From 1ba4d3554d56757808bcf1665993dd4e7c3b787d Mon Sep 17 00:00:00 2001
From: EdanToledo <edan.toledo@live.com>
Date: Tue, 2 Apr 2024 21:32:44 +0000
Subject: [PATCH 1/2] chore: make using standardized advtange a choice

---
 stoix/configs/system/ff_awr.yaml       | 1 +
 stoix/configs/system/ff_dpo.yaml       | 1 +
 stoix/configs/system/ff_ppo.yaml       | 1 +
 stoix/configs/system/rec_ppo.yaml      | 1 +
 stoix/systems/awr/ff_awr.py            | 7 ++++++-
 stoix/systems/awr/ff_awr_continuous.py | 7 ++++++-
 stoix/systems/ppo/ff_dpo_continuous.py | 7 ++++++-
 stoix/systems/ppo/ff_ppo.py            | 7 ++++++-
 stoix/systems/ppo/ff_ppo_continuous.py | 7 ++++++-
 stoix/systems/ppo/rec_ppo.py           | 7 ++++++-
 stoix/utils/loss.py                    | 2 --
 stoix/utils/multistep.py               | 5 +++++
 12 files changed, 45 insertions(+), 8 deletions(-)

diff --git a/stoix/configs/system/ff_awr.yaml b/stoix/configs/system/ff_awr.yaml
index 6c13a1ea..ef05f927 100644
--- a/stoix/configs/system/ff_awr.yaml
+++ b/stoix/configs/system/ff_awr.yaml
@@ -20,3 +20,4 @@ decay_learning_rates: False # Whether learning rates should be linearly decayed
 gae_lambda: 0.95 # The lambda parameter for the generalized advantage estimator.
 beta: 0.05 # The temperature of the exponentiated advantage weights.
 weight_clip: 20.0 # The maximum absolute value of the advantage weights.
+standardize_advantages: True # Whether to standardize the advantages.
diff --git a/stoix/configs/system/ff_dpo.yaml b/stoix/configs/system/ff_dpo.yaml
index 665248fd..28af5574 100644
--- a/stoix/configs/system/ff_dpo.yaml
+++ b/stoix/configs/system/ff_dpo.yaml
@@ -16,5 +16,6 @@ ent_coef: 0.001 # Entropy regularisation term for loss function.
 vf_coef: 1.0 # Critic weight in
 max_grad_norm: 0.5 # Maximum norm of the gradients for a weight update.
 decay_learning_rates: False # Whether learning rates should be linearly decayed during training.
+standardize_advantages: True # Whether to standardize the advantages.
 alpha : 2.0
 beta : 0.6
diff --git a/stoix/configs/system/ff_ppo.yaml b/stoix/configs/system/ff_ppo.yaml
index 00a5102c..a59a6580 100644
--- a/stoix/configs/system/ff_ppo.yaml
+++ b/stoix/configs/system/ff_ppo.yaml
@@ -16,3 +16,4 @@ ent_coef: 0.001 # Entropy regularisation term for loss function.

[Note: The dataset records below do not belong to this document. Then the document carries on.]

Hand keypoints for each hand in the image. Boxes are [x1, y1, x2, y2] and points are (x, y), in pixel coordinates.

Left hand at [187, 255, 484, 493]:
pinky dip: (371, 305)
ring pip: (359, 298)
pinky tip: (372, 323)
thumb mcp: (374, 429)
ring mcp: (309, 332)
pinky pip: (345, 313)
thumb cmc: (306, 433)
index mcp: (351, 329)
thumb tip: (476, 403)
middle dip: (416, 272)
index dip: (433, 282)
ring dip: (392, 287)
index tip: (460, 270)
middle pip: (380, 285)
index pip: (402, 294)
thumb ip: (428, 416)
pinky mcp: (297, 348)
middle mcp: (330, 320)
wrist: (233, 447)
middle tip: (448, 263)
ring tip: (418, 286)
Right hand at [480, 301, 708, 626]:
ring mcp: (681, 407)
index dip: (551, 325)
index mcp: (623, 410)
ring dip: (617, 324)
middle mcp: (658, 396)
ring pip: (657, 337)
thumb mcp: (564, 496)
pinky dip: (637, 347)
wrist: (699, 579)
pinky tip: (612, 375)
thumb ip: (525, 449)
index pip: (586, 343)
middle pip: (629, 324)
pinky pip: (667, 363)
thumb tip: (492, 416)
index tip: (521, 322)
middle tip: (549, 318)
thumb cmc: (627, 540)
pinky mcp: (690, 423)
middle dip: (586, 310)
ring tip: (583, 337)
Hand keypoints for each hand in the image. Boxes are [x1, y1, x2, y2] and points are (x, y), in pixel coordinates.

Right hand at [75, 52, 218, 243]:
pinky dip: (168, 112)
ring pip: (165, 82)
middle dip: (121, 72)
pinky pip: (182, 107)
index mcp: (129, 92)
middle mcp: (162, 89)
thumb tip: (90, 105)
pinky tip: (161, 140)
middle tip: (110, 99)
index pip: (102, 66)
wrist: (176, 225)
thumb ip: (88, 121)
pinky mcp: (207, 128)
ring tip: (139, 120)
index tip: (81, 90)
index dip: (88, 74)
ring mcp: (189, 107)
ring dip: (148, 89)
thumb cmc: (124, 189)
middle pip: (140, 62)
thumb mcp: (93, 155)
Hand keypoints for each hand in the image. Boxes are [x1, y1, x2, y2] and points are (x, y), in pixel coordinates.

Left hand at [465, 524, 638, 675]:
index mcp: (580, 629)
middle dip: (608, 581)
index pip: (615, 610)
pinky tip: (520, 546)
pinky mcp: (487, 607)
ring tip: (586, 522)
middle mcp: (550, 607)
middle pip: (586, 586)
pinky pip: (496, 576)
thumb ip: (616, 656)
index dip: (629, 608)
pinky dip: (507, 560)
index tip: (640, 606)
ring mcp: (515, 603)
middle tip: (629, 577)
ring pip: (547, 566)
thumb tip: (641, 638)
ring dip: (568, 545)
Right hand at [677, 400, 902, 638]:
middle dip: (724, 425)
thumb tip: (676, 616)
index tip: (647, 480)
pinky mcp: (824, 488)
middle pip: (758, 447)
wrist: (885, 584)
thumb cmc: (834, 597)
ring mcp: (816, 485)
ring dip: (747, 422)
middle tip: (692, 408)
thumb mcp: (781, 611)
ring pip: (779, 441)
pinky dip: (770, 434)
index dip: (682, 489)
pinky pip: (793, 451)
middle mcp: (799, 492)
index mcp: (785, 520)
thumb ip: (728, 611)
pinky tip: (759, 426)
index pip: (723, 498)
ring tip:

 vf_coef: 1.0 # Critic weight in
 max_grad_norm: 0.5 # Maximum norm of the gradients for a weight update.
 decay_learning_rates: False # Whether learning rates should be linearly decayed during training.
+standardize_advantages: True # Whether to standardize the advantages.
diff --git a/stoix/configs/system/rec_ppo.yaml b/stoix/configs/system/rec_ppo.yaml
index a5a7f063..ec125161 100644
--- a/stoix/configs/system/rec_ppo.yaml
+++ b/stoix/configs/system/rec_ppo.yaml
@@ -16,6 +16,7 @@ ent_coef: 0.01 # Entropy regularisation term for loss function.
 vf_coef: 0.5 # Critic weight in
 max_grad_norm: 0.5 # Maximum norm of the gradients for a weight update.
 decay_learning_rates: False # Whether learning rates should be linearly decayed during training.
+standardize_advantages: True # Whether to standardize the advantages.
 
 # --- Recurrent hyperparameters ---
 recurrent_chunk_size: ~ # The size of the chunks in which the recurrent sequences are divided during the training process.
diff --git a/stoix/systems/awr/ff_awr.py b/stoix/systems/awr/ff_awr.py
index 58374a88..7e44e214 100644
--- a/stoix/systems/awr/ff_awr.py
+++ b/stoix/systems/awr/ff_awr.py
@@ -245,7 +245,12 @@ def _actor_loss_fn(
             r_t = sequence.reward[:, :-1]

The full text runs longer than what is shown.